The rise of RWA signifies a fundamental change in token attributes. In 2020, most DeFi tokens were “governance tokens” with little value beyond voting rights. By 2026, RWA tokens are “yield-bearing tokens,” anchored to real-world cash flows. The narrative sounds promising, but it also means little to ordinary people.

VII. Conclusion and Outlook for 2026: Embracing the “Web3 New Oligarchy” Era

Looking back, Liem Sioe Liong’s rise from a clove seller to Asia’s richest was because he understood the “game” of that era—Suharto needed an economic pillar built on monopoly and financial leverage.
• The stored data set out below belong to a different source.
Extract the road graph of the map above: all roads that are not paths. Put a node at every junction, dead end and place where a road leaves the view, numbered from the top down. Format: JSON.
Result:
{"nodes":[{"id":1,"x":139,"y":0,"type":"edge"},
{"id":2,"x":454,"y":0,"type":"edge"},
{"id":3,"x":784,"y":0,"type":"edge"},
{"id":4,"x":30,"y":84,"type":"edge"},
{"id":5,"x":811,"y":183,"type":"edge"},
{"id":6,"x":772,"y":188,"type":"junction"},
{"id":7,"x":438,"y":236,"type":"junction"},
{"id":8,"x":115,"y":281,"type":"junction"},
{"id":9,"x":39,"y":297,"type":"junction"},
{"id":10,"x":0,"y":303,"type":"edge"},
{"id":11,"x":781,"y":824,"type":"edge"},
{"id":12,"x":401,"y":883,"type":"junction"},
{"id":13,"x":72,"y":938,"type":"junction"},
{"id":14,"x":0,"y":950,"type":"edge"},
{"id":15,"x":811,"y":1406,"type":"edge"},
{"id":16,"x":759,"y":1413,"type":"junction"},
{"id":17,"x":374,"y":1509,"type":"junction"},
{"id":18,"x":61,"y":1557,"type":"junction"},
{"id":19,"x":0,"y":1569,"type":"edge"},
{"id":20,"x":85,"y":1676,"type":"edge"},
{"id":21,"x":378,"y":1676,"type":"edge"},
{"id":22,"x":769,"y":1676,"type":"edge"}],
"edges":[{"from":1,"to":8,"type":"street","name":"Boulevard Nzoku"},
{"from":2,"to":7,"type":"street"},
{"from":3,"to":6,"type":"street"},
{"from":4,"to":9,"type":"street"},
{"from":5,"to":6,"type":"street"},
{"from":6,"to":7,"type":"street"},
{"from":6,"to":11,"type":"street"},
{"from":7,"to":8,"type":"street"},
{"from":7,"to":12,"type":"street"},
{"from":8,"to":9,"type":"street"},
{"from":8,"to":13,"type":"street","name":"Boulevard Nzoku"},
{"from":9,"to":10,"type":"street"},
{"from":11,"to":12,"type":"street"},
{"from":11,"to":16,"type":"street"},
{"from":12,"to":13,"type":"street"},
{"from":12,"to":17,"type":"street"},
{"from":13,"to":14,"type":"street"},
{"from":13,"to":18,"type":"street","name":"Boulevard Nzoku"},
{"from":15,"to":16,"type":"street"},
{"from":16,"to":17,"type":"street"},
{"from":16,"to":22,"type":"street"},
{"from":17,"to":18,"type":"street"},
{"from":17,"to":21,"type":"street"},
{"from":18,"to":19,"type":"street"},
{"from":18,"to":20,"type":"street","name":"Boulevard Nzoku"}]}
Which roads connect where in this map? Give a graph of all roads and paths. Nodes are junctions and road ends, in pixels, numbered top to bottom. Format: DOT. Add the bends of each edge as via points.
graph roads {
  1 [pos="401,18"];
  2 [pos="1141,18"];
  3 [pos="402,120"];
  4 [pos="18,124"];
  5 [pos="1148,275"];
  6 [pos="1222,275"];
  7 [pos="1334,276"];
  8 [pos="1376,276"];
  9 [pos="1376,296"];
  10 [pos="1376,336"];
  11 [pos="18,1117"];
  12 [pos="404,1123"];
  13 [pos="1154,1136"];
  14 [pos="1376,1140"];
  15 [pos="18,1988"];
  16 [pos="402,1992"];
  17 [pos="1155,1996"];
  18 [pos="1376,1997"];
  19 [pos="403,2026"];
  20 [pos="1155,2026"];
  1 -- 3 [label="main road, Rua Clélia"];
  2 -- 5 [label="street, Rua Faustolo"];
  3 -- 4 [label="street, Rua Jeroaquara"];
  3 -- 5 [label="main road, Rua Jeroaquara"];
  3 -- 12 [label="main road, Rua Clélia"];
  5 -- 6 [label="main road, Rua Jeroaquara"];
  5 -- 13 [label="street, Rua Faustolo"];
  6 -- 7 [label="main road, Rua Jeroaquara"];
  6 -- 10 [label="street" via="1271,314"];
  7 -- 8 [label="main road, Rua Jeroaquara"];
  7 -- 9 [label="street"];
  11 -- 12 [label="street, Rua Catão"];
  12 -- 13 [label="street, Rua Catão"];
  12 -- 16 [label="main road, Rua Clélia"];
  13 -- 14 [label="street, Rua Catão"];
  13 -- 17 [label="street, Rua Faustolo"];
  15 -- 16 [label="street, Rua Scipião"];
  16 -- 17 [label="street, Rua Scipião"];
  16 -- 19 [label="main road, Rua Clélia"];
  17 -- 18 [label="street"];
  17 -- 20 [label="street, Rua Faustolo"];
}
The Web3 industry in 2026 is at such a moment.

From Grassroots to Oligarchs

Those “crypto punks” trying to challenge regulation alone will gradually be marginalized. The stage belongs to those like Liem Sioe Liong—who understand how to dance with regulators, leverage the capital and “investment cards” of Chin Bichen (BlackRock/Coinbase/Binance).

From Selling Products to Selling Sovereignty

Business models are no longer just about developing protocols and earning fees. Instead, they involve building digital city-states (Base, BNB Chain), issuing digital currencies (Stablecoins), deploying AI agents, and controlling infrastructure to gain monopoly and supernormal profits. It’s not that cash flow isn’t attractive; giants want everything—not just the end cash flow.

This is a new mercantilist era ruled by code, driven by capital, and backed by endorsement. In this world, the stories of Liem Sioe Liong and Chin Bichen are not far away—they just wear different faces. The exchange and public chain insiders are the new Liem, Binance/Coinbase/BlackRock are the new Chin, and blockchain is their digital land for building the “new flour mill.”

It’s not that Web3 has no narrative; it’s that the narrative has shifted from chronicles to biographies.